#### [Description of the task]
Your job is to copy every line in the material containing the word "junctions".

#### [Records to use]
━━━━━━━━━━━━━━━━

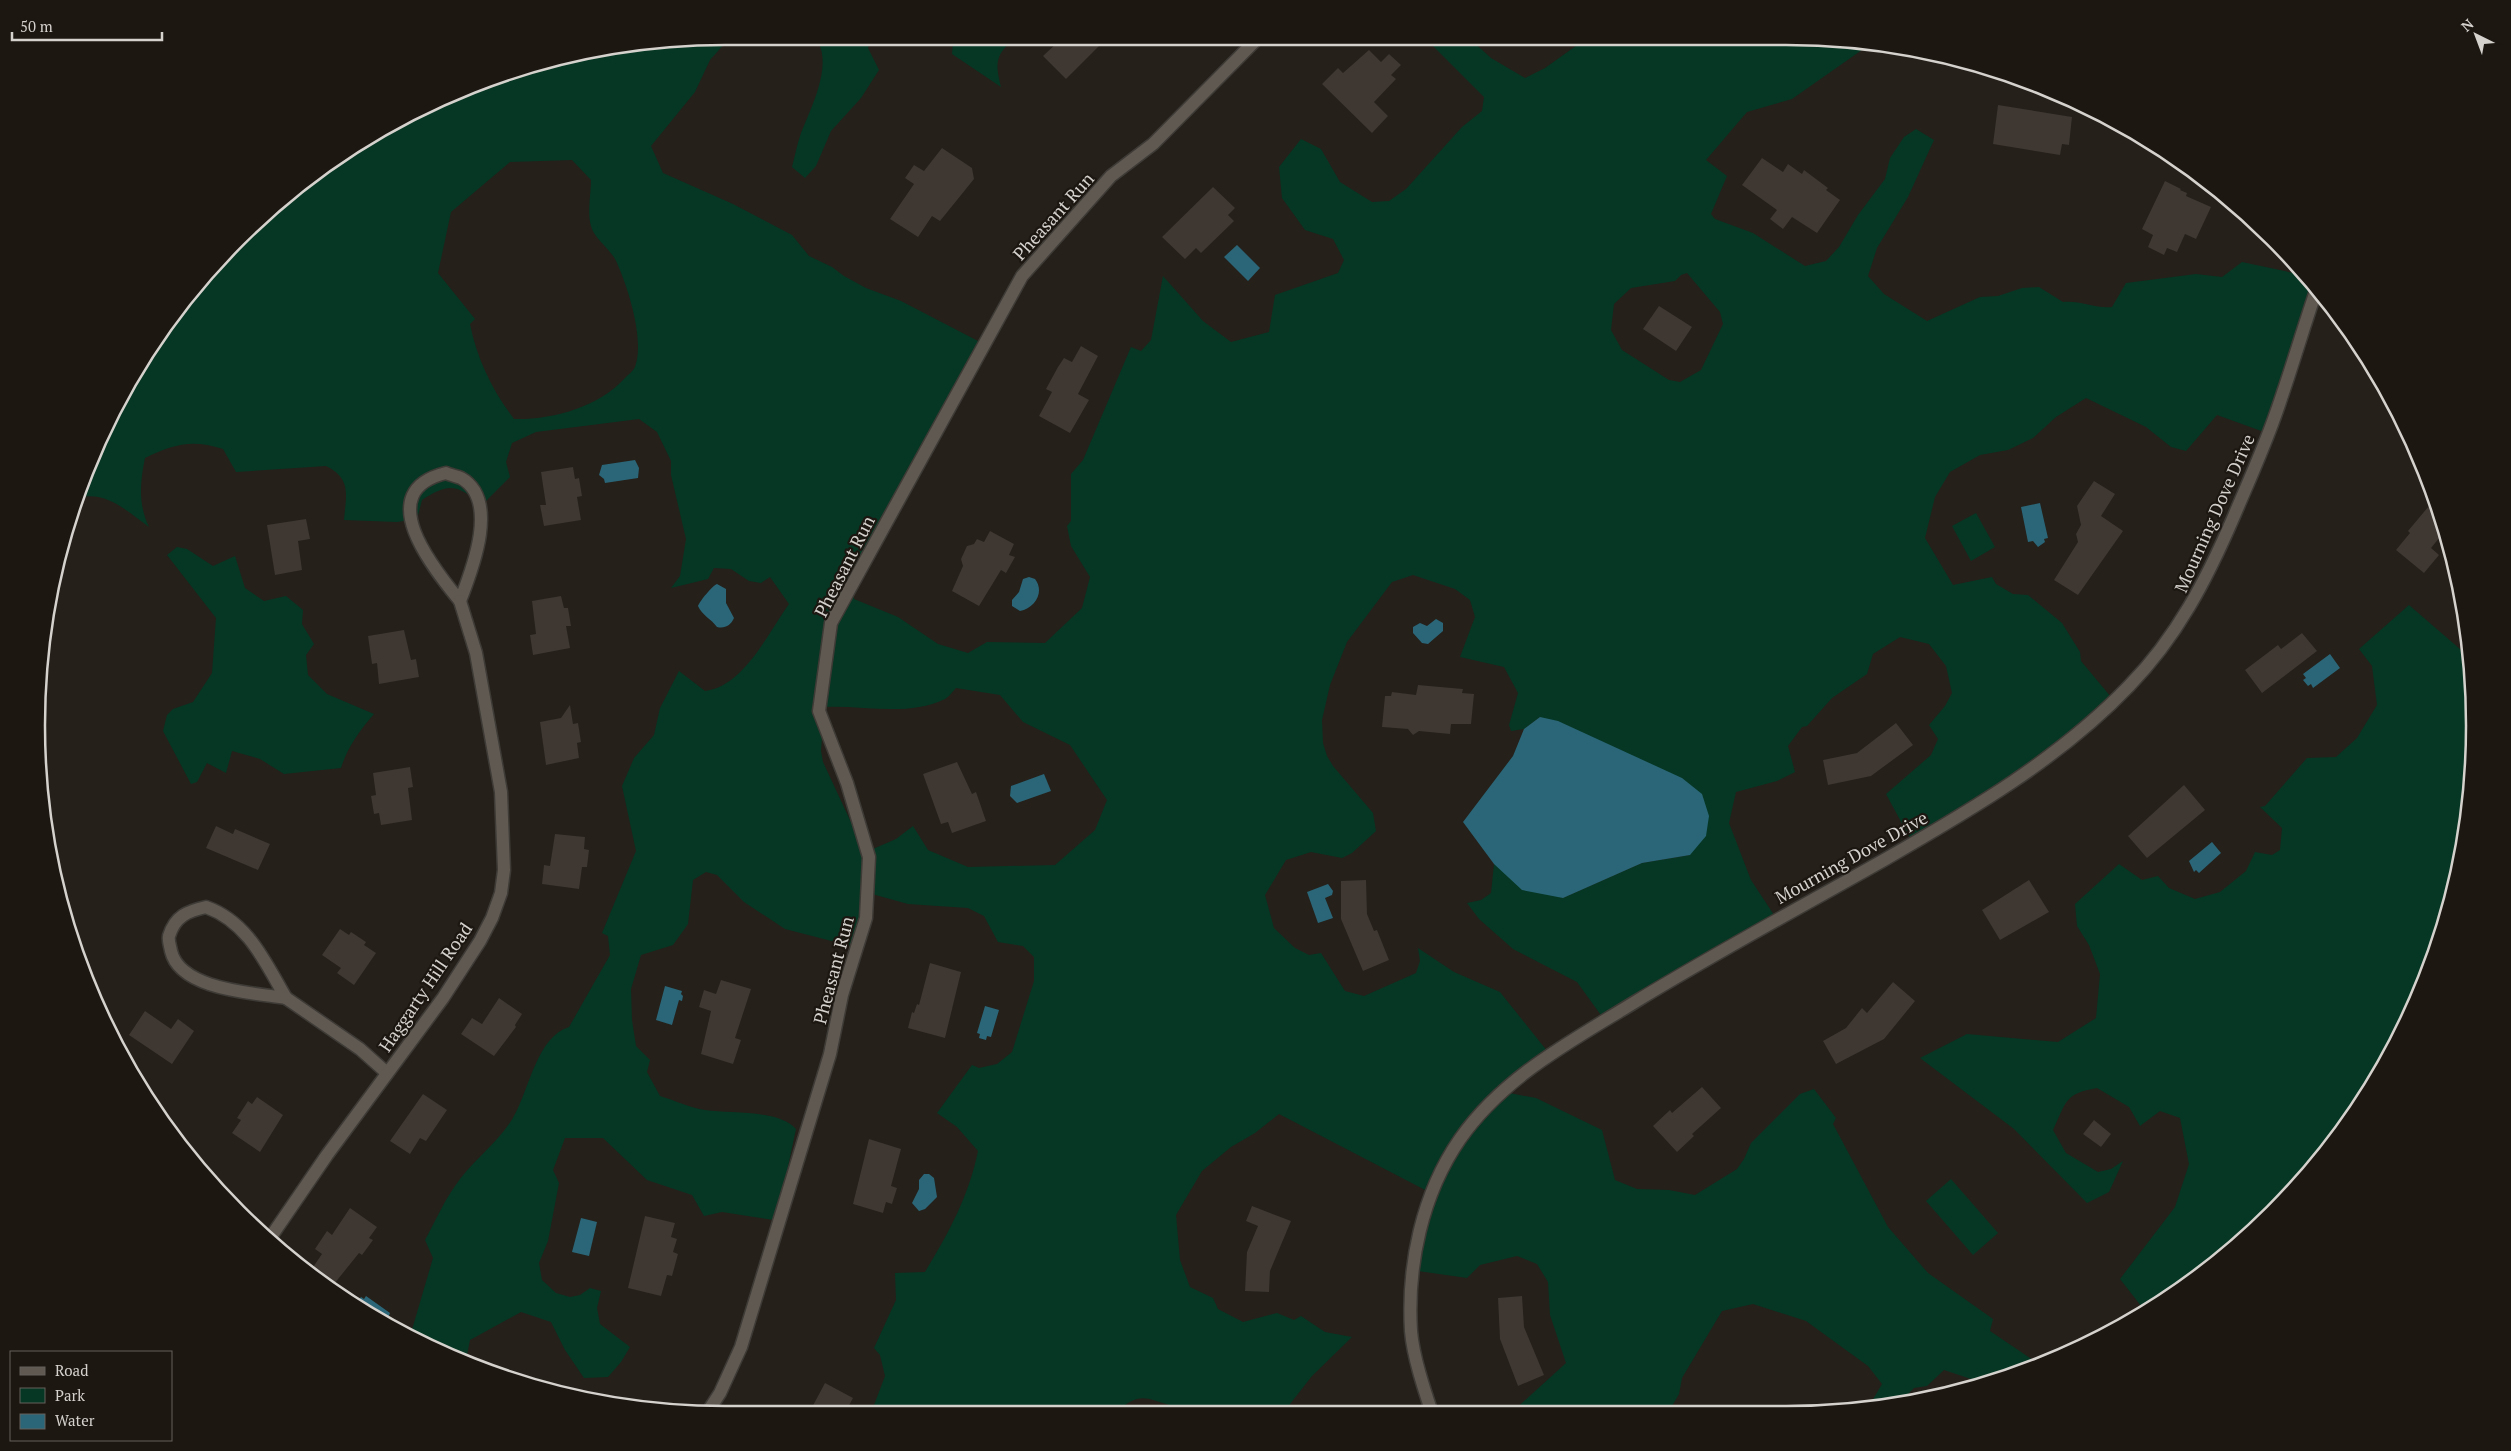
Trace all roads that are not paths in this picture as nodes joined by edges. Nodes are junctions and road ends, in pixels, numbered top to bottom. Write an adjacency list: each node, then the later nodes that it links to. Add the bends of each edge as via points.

━━━━━━━━━━━━━━━━

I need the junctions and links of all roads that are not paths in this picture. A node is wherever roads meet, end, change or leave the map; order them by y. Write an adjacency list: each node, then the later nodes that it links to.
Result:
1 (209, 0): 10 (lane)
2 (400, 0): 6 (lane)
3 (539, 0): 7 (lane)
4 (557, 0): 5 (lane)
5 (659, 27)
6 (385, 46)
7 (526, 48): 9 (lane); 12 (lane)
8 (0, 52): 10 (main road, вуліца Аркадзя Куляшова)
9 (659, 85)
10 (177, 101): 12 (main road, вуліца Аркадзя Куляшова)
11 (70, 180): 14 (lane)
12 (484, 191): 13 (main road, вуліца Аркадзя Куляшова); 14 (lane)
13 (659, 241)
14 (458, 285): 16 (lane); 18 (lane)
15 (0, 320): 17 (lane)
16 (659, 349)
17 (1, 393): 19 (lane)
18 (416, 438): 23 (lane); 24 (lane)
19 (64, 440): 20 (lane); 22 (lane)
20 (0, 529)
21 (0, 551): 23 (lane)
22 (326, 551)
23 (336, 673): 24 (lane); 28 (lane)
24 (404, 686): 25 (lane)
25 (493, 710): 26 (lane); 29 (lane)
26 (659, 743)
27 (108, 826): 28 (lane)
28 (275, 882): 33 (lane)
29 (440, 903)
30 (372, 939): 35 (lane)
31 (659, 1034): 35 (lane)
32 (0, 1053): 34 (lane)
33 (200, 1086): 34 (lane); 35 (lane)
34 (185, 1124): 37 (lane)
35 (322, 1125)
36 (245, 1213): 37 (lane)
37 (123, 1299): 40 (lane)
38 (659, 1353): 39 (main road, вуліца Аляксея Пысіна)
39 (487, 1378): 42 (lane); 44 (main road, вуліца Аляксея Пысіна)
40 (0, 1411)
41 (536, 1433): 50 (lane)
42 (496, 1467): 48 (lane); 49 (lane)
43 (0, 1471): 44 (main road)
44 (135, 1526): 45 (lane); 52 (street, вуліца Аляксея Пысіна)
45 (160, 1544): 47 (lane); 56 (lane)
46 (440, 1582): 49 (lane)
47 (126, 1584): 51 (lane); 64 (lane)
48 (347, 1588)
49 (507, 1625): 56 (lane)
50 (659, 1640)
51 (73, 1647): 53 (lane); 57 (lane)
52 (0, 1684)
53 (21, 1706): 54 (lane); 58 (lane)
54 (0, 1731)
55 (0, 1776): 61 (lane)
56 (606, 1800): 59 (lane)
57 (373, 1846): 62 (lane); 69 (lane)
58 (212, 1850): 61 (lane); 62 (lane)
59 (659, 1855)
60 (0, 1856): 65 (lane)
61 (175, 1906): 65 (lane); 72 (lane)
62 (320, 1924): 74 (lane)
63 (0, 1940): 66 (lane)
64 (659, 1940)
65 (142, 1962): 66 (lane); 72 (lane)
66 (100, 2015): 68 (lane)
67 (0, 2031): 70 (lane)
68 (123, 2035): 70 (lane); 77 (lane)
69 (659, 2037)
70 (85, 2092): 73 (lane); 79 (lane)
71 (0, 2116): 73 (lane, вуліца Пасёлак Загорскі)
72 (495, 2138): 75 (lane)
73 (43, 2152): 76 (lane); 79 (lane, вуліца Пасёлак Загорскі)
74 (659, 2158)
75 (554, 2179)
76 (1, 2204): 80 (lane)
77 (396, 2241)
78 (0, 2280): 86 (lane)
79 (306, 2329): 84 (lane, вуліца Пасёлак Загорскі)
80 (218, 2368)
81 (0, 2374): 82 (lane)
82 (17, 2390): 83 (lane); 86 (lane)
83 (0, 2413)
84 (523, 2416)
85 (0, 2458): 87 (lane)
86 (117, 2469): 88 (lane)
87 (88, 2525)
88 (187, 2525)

━━━━━━━━━━━━━━━━

#### [Reply]
Trace all roads that are not paths in this picture as nodes joined by edges. Nodes are junctions and road ends, in pixels, numbered top to bottom. Write an adjacency list: each node, then the later nodes that it links to. Add the bends of each edge as via points.
I need the junctions and links of all roads that are not paths in this picture. A node is wherever roads meet, end, change or leave the map; order them by y. Write an adjacency list: each node, then the later nodes that it links to.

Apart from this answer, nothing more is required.